Pour Élisabeth Dupoirier, « l’identité, tout comme la culture avec laquelle elle a partie liée, est bel et bien essentiellement politique ». L’auteure met en avant l’idée d’un « interactionnisme » comme processus de production de ce que serait une identité régionale. Impossible dès lors de prétendre vouloir construire de toutes pièces une identité. Celle-ci, basée sur une « communauté de vie, de pensée, voire d’intérêts fondés sur l’appartenance à un même territoire, » s’appuierait aussi sur « la mise en valeur des politiques régionales et visant à convertir l’attachement des citoyens en une implication plus concrète, en un sentiment d’appartenance dépassant les conditions socio-économiques et les préférences politiques. » Nous retrouvons une idée similaire des années plus tard chez Jean de Legge, directeur de l’agence TMO Régions : « L’appartenance territoriale est une appartenance à un ordre démocratique qui doit se donner en spectacle pour faire muter les habitants en citoyens. Le savoir dire est une condition du savoir vivre. La communication des collectivités ne consiste pas à vendre des politiques, mais à fabriquer de la culture locale. La communication en définitive a un mandat social, il s’agit d’intégration territoriale et de cohésion sociale. Le travail consiste à produire du consensus et de la perspective. »(49)

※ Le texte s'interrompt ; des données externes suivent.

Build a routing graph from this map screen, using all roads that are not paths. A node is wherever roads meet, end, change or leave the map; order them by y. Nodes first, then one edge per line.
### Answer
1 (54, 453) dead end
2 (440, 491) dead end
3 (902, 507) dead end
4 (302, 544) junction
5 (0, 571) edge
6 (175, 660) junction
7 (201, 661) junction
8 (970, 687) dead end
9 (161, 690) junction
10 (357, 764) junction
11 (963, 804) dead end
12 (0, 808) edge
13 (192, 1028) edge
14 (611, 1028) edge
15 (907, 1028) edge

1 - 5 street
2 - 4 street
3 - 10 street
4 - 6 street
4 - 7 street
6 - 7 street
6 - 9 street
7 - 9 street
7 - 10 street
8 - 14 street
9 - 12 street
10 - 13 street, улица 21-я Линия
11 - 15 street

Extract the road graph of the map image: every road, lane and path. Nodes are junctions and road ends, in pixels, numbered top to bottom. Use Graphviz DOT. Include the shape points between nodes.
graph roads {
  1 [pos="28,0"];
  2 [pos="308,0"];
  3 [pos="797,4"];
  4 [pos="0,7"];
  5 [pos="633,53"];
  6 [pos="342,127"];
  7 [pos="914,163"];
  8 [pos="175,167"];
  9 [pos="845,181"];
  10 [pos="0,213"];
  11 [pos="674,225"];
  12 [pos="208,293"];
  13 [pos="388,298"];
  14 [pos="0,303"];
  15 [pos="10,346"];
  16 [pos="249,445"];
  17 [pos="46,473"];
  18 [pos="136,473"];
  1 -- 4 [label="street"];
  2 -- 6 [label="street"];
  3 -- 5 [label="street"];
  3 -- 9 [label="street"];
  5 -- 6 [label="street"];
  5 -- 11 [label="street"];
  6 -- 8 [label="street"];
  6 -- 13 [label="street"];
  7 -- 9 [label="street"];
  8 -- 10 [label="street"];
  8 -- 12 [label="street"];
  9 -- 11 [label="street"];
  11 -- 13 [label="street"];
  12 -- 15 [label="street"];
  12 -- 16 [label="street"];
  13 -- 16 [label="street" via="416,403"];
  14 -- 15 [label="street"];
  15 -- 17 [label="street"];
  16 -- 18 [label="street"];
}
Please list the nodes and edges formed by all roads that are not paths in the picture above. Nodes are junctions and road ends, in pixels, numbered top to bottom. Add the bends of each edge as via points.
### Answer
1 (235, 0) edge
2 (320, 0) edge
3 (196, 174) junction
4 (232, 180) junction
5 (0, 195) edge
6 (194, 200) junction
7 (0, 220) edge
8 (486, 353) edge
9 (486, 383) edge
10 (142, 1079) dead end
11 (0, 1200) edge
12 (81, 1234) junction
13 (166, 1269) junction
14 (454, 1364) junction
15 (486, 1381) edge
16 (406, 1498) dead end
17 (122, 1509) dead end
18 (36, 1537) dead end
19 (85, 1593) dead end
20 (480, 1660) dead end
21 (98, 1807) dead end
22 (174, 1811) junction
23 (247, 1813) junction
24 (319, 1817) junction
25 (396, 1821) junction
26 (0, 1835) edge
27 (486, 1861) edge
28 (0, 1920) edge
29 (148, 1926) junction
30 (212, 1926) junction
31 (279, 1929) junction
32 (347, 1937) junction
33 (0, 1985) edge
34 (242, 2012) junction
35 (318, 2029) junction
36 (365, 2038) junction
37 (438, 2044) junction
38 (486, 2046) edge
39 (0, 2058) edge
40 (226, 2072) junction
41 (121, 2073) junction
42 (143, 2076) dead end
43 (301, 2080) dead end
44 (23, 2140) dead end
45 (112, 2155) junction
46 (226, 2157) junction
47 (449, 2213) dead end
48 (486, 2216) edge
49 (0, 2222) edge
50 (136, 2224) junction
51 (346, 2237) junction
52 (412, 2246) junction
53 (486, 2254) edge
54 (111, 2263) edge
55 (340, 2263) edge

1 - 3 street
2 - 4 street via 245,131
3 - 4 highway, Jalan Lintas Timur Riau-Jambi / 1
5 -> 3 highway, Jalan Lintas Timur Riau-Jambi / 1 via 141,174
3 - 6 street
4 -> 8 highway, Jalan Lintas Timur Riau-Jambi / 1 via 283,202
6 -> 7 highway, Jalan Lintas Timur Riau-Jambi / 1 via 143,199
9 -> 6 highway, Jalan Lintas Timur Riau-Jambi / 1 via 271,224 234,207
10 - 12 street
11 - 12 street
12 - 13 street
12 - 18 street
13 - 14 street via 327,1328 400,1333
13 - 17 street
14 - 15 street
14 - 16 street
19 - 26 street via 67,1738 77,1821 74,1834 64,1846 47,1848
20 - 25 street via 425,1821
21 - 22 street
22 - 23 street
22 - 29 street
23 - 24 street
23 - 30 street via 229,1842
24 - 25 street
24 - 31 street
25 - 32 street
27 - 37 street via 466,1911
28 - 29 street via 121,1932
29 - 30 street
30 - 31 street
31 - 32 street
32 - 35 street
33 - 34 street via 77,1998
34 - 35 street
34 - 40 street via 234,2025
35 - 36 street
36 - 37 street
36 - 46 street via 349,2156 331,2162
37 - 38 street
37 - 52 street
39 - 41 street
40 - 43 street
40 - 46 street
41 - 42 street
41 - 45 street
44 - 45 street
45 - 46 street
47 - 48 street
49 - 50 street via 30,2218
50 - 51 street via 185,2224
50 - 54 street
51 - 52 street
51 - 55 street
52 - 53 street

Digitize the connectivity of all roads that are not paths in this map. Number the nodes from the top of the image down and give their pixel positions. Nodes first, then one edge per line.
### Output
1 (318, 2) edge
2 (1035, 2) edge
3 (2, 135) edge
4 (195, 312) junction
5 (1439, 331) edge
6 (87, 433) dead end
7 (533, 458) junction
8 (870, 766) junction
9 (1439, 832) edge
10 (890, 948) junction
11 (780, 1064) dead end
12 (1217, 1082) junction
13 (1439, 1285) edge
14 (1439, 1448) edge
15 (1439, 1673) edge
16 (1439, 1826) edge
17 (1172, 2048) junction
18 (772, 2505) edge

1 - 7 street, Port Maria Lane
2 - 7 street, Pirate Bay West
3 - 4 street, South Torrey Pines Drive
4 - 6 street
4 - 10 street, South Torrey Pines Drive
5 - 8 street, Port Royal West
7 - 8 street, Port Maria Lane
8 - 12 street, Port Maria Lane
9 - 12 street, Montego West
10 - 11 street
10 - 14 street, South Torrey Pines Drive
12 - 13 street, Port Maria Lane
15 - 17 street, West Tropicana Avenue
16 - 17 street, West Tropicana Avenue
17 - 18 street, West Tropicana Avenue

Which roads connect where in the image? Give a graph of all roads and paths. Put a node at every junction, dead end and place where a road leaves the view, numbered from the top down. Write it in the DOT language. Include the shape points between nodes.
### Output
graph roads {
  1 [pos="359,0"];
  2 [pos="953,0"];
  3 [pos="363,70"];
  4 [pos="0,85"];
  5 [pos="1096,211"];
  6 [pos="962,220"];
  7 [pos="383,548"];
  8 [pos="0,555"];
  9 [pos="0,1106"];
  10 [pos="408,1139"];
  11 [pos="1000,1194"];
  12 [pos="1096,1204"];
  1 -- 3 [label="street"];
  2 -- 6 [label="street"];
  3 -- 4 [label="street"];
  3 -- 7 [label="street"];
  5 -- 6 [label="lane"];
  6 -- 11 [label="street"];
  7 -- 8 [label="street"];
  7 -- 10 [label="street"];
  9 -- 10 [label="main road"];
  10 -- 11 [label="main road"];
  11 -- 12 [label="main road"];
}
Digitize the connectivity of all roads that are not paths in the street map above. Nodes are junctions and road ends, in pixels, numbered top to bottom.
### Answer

La finalité pour la collectivité sera de tendre à se confondre avec le territoire comme représentant son émanation indiscutable. Pour sa communication, ce sera de susciter et valoriser un sentiment d’appartenance pour les habitants. Pour l’extérieur, l’image, affirmée et valorisée devra favoriser l’attraction du territoire. C’est donc bien d’identification dont on parle ici, conditionnée par l’émergence et la valorisation d’une identité. Les deux sont liés : je dois savoir qui tu es, comment tu es pour te reconnaître.

L’idée que nous trouvons là, vertueuse, est que faute d’une identité qui soit « réelle » sur laquelle s’appuiera la communication et qu’elle entretiendra et fortifiera, l’identification sera toujours défaillante. « Le rôle des images véhiculées, des logos, et des slogans est de donner naissance à l’existence d’un nouveau territoire social et politique qui émerge au détriment d’un territoire géographique. »(50) Du moins la communication régionale accompagne-t-elle cette émergence et doit lui être concomitante.

c – Une « trajectoire »

Il reste à voir comment cette concomitance peut être établie. Notre idée de départ qui postulait la possibilité de production d’une identité paraît dès lors un peu trop « communicante » et mal appuyée sur la sociologie de l’identité. On ne parlera donc plus de « production » ou de « création » d’une identité mais d’un accompagnement ou d’un renforcement. « On ne peut pas modifier l’identité d’un service de l’État comme celle d’une entreprise. Surtout pas par les seuls moyens de la communication, en modifiant un logo, une devise, un slogan. Plus qu’une marque, une identité publique est une résultante de l’histoire, un compromis institutionnel légal dont les citoyens se sentent gardiens. »(51)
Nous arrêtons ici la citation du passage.